The Bonds and the Shares have not been and will not be offered or sold or cause to be offered or sold, directly or indirectly, to the public in France other than to qualified investors. Any offer or sale of the Bonds or the Shares and distribution of any offering material relating to the Bonds or the Equity Placement have been and will be made in France only to qualified investors (investisseurs qualifiés), as defined in article 2 point (e) of the Prospectus Regulation, and in accordance with Article L.411-2 1° of the French monetary and financial code (Code monétaire et financier).

 

United Kingdom

This press release is addressed and directed only (i) to persons located outside the United Kingdom, (ii) to investment professionals as defined in Article 19(5) of the Financial Services and Markets Act 2000 (Financial Promotion) Order 2005, as amended (the “Order”), (iii) to high net worth companies, and other persons to whom it may lawfully be communicated, falling within by Article 49(2) (a) to (d) of the Order (the persons mentioned in paragraphs (i), (ii) and (iii) all deemed relevant persons (the “Relevant Persons”)). The Bonds and, as the case may be, the shares to be delivered upon exercise of the conversion rights (the “Financial Instruments”), are intended only for Relevant Persons and any invitation, offer or agreement related to the subscription, tender, or acquisition of the Financial Instruments may be addressed and/or concluded only with Relevant Persons. All persons other than Relevant Persons must abstain from using or relying on this document and all information contained therein.

 

This press release is not a prospectus which has been approved by the Financial Conduct Authority or any other United Kingdom regulatory authority for the purposes of Section 85 of the Financial Services and Markets Act 2000.

 

United States of America

This press release may not be released, published or distributed in or into the United States.
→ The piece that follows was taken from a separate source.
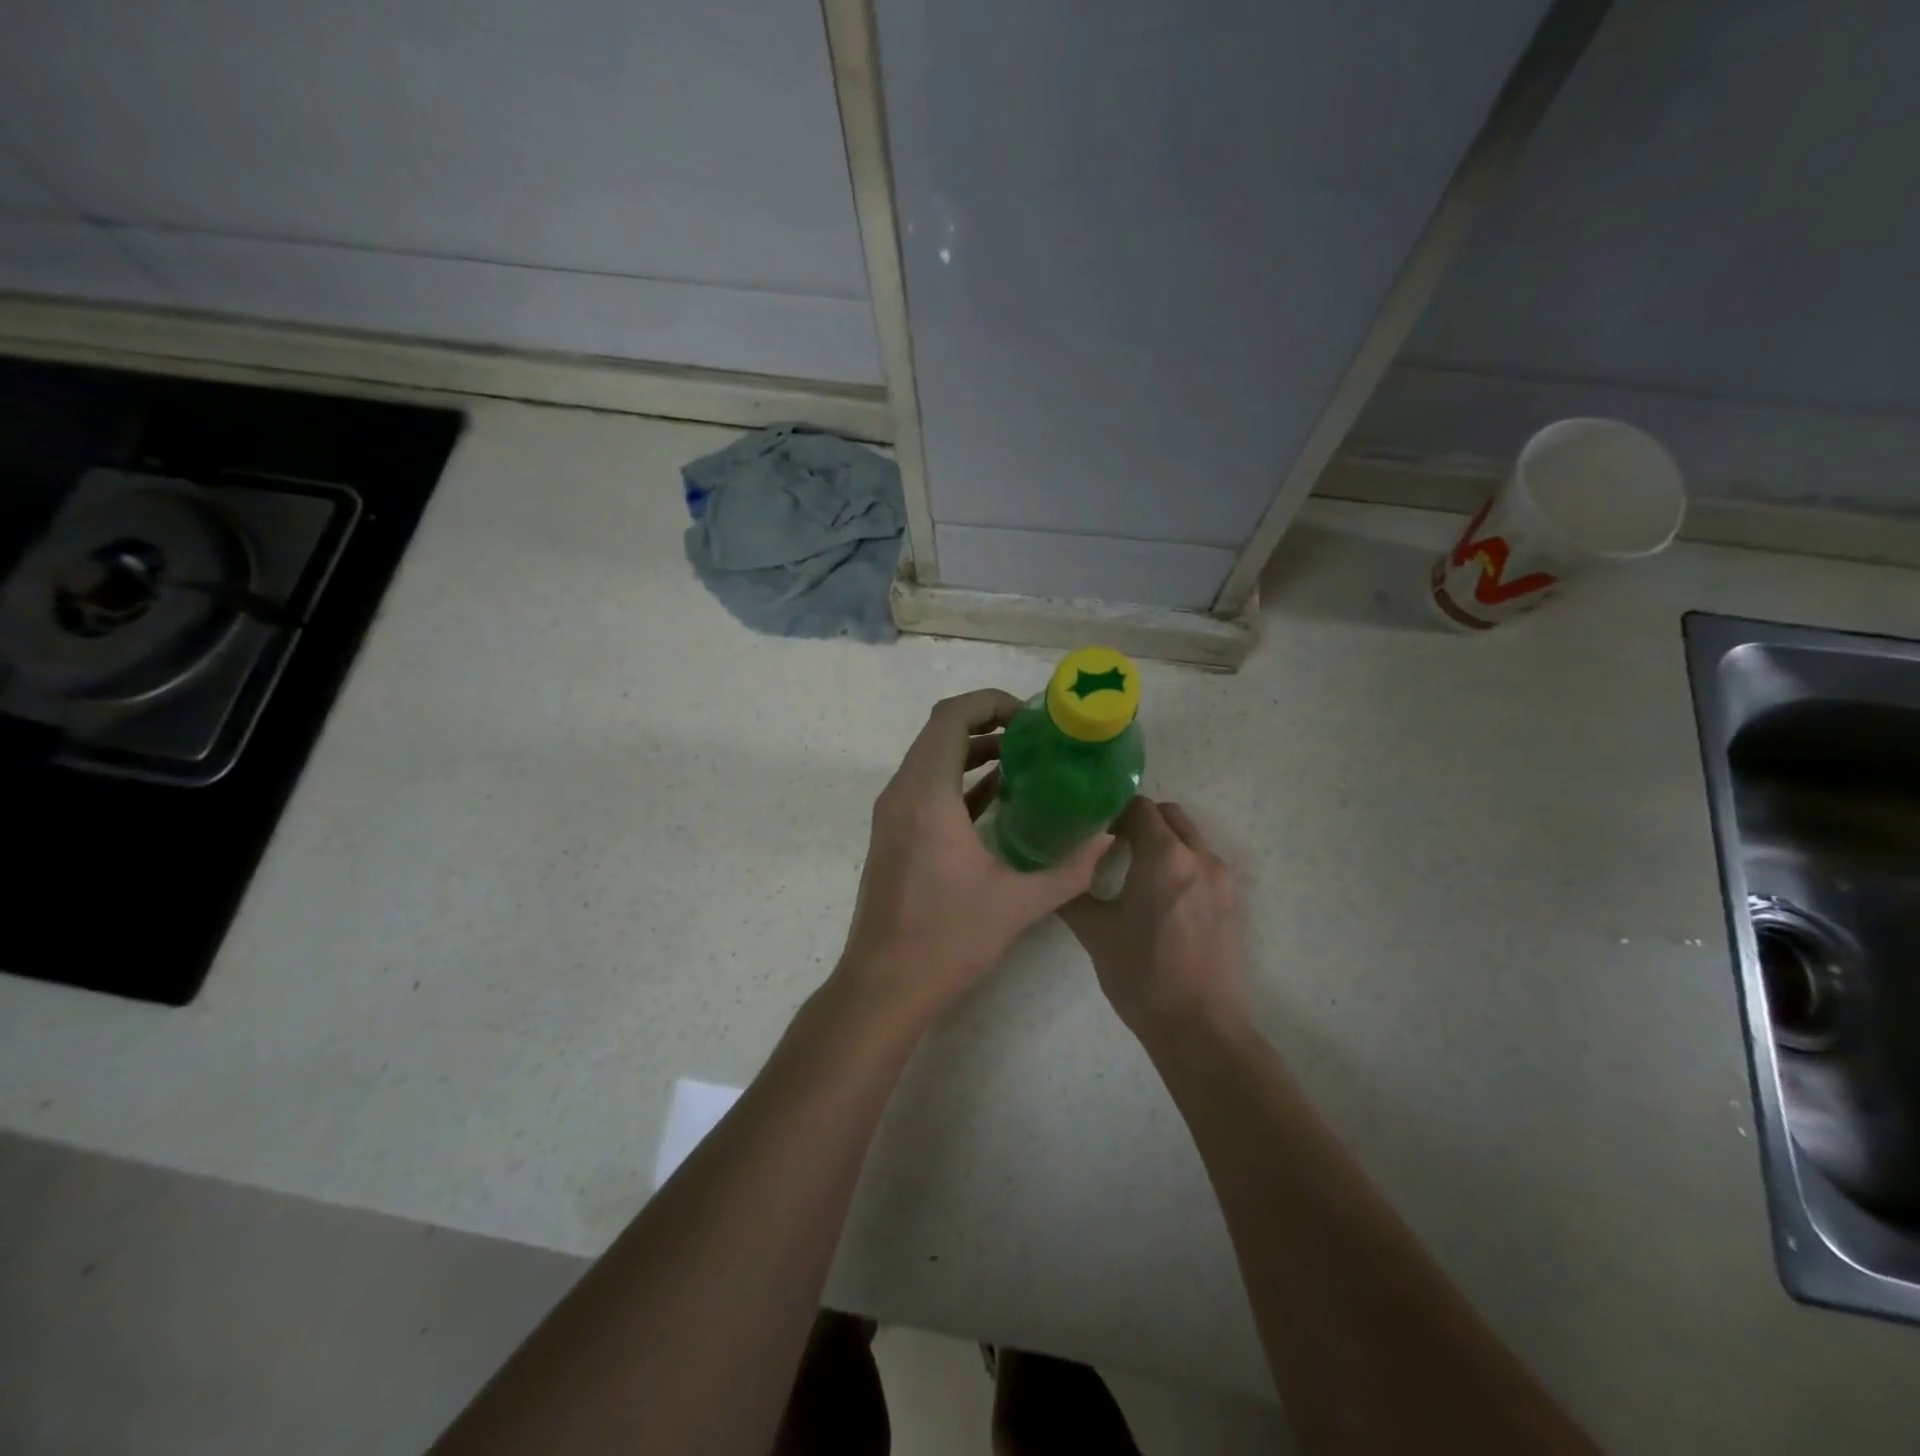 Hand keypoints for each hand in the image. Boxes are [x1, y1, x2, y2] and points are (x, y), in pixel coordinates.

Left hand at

The Bonds and the Shares described in this press release have not been, and will not be, registered under the U.S. Securities Act of 1933, as amended (the “Securities Act”), or the securities laws of any state of the United States, and such securities may not be offered, sold, pledged or otherwise transferred in the United States absent registration under the Securities Act or pursuant to an available exemption from, or in a transaction not subject to, the registration requirements thereof and applicable state or local securities laws. The securities of ENGIE have not been and will not be registered under the Securities Act and ENGIE does not intend to make a public offer of its securities in the United States. Terms used in this paragraph have the meanings given to them by Regulation S under the Securities Act.

 

Australia, Canada and Japan

The Bonds and the Shares may not and will not be offered, sold or purchased in Australia, Canada or Japan. The information contained in this press release does not constitute an offer of securities for sale in Australia, Canada or Japan.

The distribution of this press release in certain countries may constitute a breach of applicable law.